本記事では、液晶が壊れて操作不能になったAndroidスマホからデータを取り出す方法を、実機検証に基づいて解説します。画面の視認性とUSBデバッグの有無を判断基準に、クラウド確認、OTGマウス操作、復元ソフト(DroidKit)を段階的に使い分けることで、初期化を回避しながら安全にデータ救出を目指します。
スマホを落として画面が割れ、操作ができなくなってしまった時、最も心配なのは「中のデータ」のことでしょう。修理に出すと初期化されてしまうリスクがあるため、その前に何とかして写真やLINEの履歴を救出したいと考えるのは当然です。
本記事では、スマホ修理のプロとしての実務経験と、Android 15環境を含む実機検証に基づき、液晶が壊れたスマホからデータを取り出す方法を3つのステップで解説します。
画面が真っ暗で何も見えない、あるいはPC接続しても認識されないといった絶望的な状況でも、正しい手順を踏めばデータは救出可能です。まずは落ち着いて、コストのかからない確実な方法から順に試していきましょう。
データ救出の成功率は、「画面の視認性」と「USBデバッグ設定」の有無で決まります。多くの失敗例は、状況に合わない方法を選んで時間を浪費したり、誤った操作でセキュリティロック(初期化の引き金)をかけてしまうことです。
以下の状況別の判断フローを見て、あなたの現在の状況に合った方法を選んでください。まずは無料かつリスクの低い方法から試すのが鉄則です。
1.画面は見えない・操作不能(最優先:クラウド確認)
スマホ本体が操作できなくても、Googleアカウントにデータが残っている可能性が高いです。まずはPCや別端末からクラウドを確認するのが最も早く、確実です。

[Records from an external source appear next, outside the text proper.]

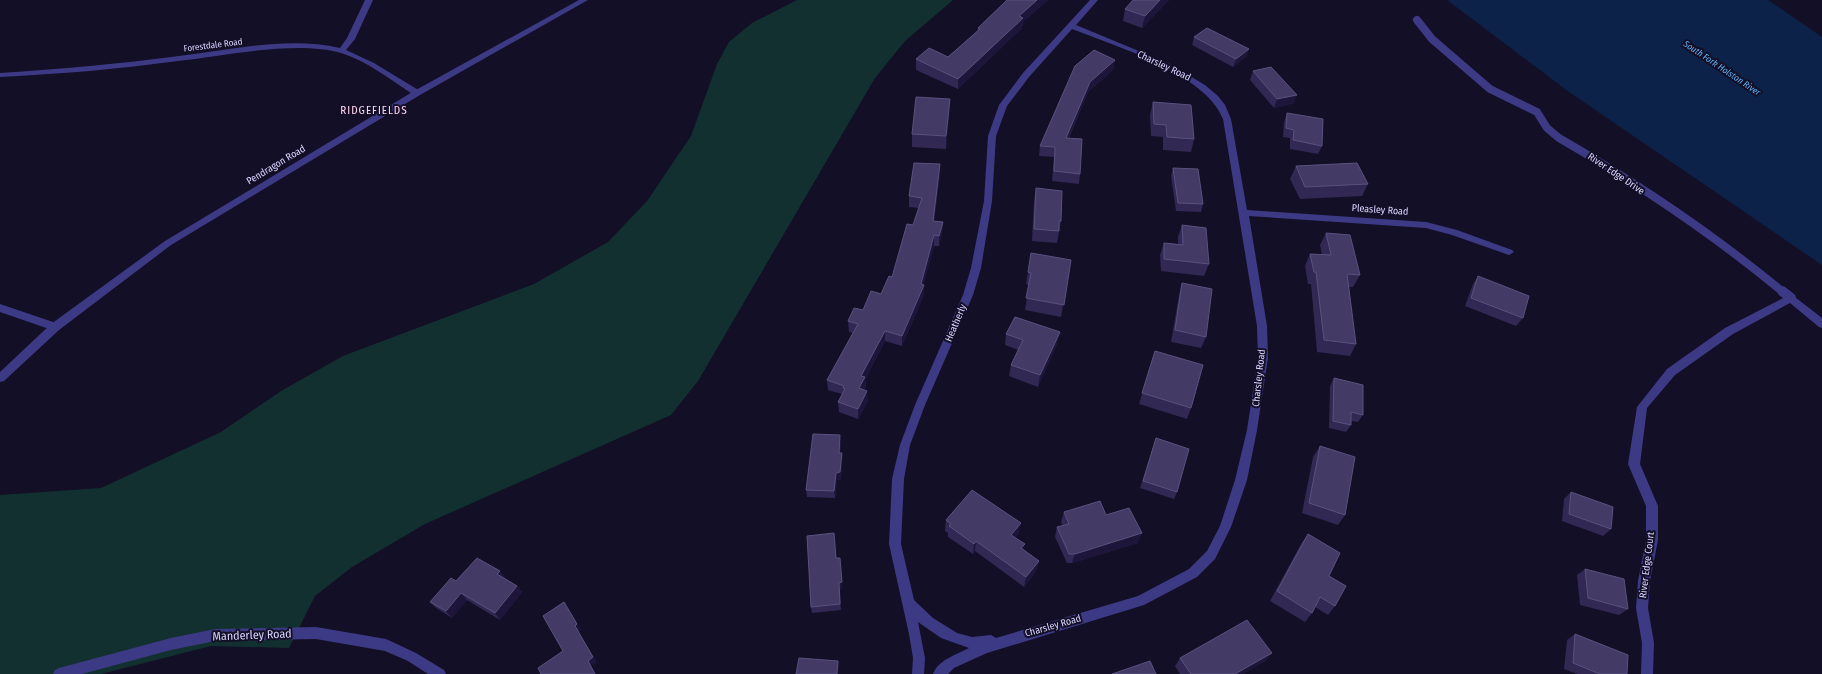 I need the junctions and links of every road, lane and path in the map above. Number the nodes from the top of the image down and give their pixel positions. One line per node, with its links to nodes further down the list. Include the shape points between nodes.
1 (369, 0): 6 (street, via 351,39)
2 (584, 0): 8 (street, Pendragon Road)
3 (1094, 0): 5 (street, Heatherly)
4 (1417, 20): 11 (lane, River Edge Drive, via 1432,39 1490,89 1537,112 1547,128 1559,138 1588,154 1674,212)
5 (1072, 26): 9 (street, Charsley Road, via 1180,72 1217,99 1227,119); 16 (street, Heatherly, via 1012,92 1003,105 992,136 988,200 976,268 955,327 920,405 905,446 898,479 895,544)
6 (342, 50): 7 (street, Forestdale Road, via 310,46 282,48 86,69); 8 (street, Forestdale Road)
7 (0, 75)
8 (417, 93): 14 (street, Pendragon Road, via 168,243)
9 (1244, 213): 10 (street, Pleasley Road, via 1426,225 1454,232); 17 (street, Charsley Road, via 1262,326 1263,358 1241,480 1225,526 1211,555 1193,573 1140,601)
10 (1509, 252)
11 (1791, 298): 13 (street, River Edge Drive); 22 (street, River Edge Court, via 1729,331 1671,372 1642,407 1634,464 1652,506 1652,540 1642,608 1648,643)
12 (0, 308): 14 (street)
13 (1822, 324)
14 (55, 327): 15 (street, Pendragon Road)
15 (0, 378)
16 (907, 602): 17 (street, via 921,617 955,638 972,643); 20 (street, Heatherly, via 919,658)
17 (1015, 638): 21 (street, via 984,647 950,664)
18 (59, 674): 19 (street, Manderley Road, via 214,635 316,633 386,645)
19 (440, 674)
20 (918, 674)
21 (939, 674)
22 (1647, 674) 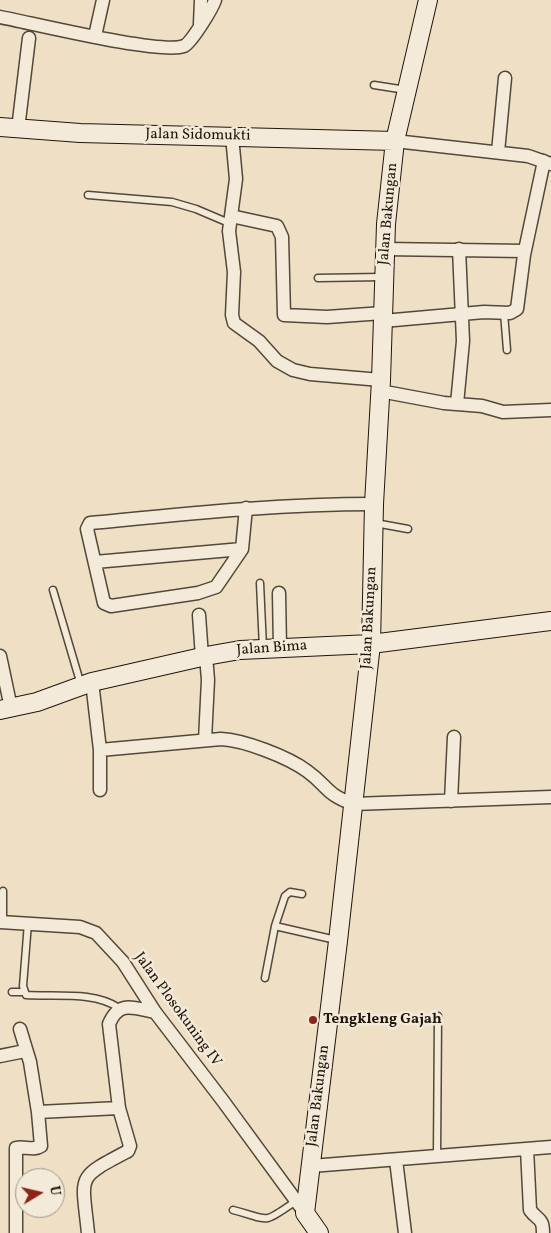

2.液晶は見えるが、タッチ操作不能(推奨:OTGマウス)
画面が表示されているなら、後述する「OTGケーブルとマウス」を使う方法が最もコストパフォーマンスに優れています。数百円の投資で、PCのようにスマホを操作できます。
3.真っ暗で操作不能かつ「USBデバッグ」が無効(最終手段:iMobie DroidKit)
ここが最大の難関です。通常、PCにスマホを認識させるには「USBデバッグ」をオンにする必要がありますが、画面が壊れていると操作できません。クラウドにもデータがなく、OTGも使えない場合、システム深部にアクセスできる専門ツールの利用が必要になります。
物理的な復元作業やツールの購入を検討する前に、必ず確認すべきなのがGoogleアカウント同期によるクラウドバックアップです。
多くのAndroidユーザーは初期設定で「自動バックアップ」をオンにしているため、無意識のうちにデータが保存されていることが多々あります。これはスマホ本体が完全に壊れていても、PCやタブレットのブラウザからアクセスできる唯一の方法です。
確認すべき2つのクラウドサービス
1.Googleフォト(写真・動画)
PCからGoogleフォトにアクセスし、ログインしてください。「最近追加された写真」を確認し、故障直前の写真が残っていれば、画像データの救出は完了です。
2.Googleコンタクト(電話帳)
Googleコンタクトを確認すれば、電話帳データが無事かどうかが分かります。

Googleコンタクトを復元
もしここで必要なデータが見つかれば、無理に壊れたスマホを操作する必要はありません。新しい端末で同じGoogleアカウントにログインするだけで、データは元通りになります。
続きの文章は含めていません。